Task goal = Look through the listing below for lines containing "Conner". State how many there are, and nothing else.
Dataset records START
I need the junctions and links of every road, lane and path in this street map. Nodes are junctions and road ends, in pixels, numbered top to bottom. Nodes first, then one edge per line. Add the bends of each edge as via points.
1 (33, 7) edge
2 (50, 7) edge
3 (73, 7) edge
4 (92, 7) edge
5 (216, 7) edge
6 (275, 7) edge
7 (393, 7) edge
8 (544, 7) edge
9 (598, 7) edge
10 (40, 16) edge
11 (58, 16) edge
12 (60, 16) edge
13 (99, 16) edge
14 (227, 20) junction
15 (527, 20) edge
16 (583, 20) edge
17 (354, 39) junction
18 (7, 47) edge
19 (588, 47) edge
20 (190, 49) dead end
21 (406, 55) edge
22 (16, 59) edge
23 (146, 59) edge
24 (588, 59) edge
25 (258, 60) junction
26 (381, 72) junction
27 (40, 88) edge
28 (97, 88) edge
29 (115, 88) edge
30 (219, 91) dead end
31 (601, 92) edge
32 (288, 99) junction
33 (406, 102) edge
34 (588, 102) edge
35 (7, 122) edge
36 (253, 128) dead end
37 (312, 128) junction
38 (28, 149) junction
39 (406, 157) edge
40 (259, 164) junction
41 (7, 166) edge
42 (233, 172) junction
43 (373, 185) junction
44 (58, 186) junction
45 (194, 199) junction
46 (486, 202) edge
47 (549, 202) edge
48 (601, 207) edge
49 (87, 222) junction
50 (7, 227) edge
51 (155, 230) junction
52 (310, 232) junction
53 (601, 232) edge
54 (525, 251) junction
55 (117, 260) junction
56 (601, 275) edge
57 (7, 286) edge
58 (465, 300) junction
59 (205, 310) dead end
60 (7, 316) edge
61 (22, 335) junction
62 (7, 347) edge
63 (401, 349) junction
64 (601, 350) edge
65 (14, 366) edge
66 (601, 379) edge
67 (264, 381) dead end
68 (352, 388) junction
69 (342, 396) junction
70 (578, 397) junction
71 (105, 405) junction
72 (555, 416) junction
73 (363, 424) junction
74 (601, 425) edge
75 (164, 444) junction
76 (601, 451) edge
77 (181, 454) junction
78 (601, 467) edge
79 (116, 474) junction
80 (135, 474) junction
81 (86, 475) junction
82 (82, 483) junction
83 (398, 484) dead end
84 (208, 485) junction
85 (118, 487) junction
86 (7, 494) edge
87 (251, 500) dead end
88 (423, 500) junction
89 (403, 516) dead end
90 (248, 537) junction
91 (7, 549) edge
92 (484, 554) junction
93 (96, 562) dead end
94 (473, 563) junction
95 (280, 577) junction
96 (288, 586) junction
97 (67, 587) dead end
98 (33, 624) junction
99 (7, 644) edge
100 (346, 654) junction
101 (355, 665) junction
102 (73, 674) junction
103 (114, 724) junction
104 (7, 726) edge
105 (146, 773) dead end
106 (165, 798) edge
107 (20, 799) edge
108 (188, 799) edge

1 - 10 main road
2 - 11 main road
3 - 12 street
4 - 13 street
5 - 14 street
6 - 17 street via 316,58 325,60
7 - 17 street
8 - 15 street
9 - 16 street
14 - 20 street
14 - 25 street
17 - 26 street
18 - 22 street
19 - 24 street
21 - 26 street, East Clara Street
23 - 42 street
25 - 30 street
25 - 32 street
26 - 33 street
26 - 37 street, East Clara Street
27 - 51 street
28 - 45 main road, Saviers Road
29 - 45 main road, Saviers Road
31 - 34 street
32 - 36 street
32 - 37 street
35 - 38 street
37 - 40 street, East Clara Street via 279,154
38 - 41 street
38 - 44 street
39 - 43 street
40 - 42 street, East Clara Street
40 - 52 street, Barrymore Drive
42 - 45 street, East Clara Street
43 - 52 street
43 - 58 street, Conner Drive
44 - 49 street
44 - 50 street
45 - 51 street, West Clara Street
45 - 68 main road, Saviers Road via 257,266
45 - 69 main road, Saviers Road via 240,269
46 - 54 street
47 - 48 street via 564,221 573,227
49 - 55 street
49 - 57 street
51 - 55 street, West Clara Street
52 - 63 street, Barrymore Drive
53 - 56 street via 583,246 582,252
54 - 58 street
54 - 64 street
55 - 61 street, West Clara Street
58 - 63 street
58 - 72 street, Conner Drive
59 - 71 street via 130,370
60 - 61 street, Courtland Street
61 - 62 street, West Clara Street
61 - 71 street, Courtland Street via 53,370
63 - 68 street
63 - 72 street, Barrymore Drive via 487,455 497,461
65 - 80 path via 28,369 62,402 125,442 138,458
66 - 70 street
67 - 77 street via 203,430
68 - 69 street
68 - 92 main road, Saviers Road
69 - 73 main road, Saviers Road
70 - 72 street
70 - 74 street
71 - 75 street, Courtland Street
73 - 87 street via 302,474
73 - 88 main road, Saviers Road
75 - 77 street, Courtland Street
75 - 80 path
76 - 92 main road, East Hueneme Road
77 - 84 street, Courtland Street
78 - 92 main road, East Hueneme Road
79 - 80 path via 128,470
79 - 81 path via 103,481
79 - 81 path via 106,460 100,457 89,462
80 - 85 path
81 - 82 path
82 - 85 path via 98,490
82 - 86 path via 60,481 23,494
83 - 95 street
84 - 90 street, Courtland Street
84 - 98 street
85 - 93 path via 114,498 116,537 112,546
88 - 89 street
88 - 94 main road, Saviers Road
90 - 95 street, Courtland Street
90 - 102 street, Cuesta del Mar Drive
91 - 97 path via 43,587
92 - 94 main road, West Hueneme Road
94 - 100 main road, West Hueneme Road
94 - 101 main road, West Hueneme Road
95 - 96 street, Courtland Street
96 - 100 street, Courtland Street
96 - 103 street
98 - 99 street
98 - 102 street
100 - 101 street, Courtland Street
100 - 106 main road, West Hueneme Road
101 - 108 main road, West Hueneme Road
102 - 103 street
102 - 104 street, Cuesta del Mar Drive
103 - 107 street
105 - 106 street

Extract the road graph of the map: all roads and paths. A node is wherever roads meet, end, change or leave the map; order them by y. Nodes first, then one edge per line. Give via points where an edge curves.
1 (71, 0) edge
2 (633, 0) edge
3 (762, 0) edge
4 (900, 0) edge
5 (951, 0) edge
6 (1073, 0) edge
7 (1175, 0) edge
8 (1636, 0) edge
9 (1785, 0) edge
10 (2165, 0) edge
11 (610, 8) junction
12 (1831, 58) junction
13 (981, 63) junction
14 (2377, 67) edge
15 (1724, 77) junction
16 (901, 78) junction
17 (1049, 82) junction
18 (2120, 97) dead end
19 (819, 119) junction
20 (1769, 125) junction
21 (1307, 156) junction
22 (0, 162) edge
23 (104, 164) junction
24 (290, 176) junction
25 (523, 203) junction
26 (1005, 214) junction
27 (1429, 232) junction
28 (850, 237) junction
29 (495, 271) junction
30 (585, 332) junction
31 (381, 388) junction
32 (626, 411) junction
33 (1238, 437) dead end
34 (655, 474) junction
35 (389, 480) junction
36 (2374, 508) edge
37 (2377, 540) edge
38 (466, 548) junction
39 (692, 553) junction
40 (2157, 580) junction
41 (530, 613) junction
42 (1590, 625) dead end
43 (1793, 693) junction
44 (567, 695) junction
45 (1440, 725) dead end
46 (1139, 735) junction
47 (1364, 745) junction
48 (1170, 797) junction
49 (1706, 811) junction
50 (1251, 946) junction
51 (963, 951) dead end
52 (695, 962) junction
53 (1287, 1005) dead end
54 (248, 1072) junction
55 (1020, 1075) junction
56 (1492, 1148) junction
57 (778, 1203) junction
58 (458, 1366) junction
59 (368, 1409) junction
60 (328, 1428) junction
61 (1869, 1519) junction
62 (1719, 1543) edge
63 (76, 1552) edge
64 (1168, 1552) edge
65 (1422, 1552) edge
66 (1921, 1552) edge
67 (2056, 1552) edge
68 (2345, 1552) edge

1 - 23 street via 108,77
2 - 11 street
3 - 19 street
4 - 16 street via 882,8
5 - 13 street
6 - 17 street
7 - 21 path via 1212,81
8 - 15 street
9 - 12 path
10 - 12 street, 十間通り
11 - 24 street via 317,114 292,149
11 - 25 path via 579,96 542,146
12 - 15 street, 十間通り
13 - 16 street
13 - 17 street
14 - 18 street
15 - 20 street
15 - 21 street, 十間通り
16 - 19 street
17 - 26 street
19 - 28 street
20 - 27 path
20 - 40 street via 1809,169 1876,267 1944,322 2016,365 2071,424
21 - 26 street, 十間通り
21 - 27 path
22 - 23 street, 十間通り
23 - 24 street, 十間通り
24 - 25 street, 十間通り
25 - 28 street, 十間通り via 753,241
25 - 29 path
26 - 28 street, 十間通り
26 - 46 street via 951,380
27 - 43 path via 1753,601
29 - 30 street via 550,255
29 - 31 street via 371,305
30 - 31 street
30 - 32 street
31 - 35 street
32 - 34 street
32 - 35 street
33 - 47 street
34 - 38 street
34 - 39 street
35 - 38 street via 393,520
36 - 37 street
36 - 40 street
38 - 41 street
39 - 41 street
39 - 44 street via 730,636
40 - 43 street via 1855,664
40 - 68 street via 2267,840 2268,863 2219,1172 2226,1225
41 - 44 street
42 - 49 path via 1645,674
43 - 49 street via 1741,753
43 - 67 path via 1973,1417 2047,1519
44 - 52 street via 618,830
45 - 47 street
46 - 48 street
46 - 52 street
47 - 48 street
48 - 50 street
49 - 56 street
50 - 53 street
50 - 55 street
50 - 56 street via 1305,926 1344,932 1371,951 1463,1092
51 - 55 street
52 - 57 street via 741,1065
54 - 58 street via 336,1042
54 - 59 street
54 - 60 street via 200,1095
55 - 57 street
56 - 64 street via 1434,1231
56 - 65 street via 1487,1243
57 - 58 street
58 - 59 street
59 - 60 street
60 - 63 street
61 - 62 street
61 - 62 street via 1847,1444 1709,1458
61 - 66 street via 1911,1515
Dataset records END
Problem solution = 2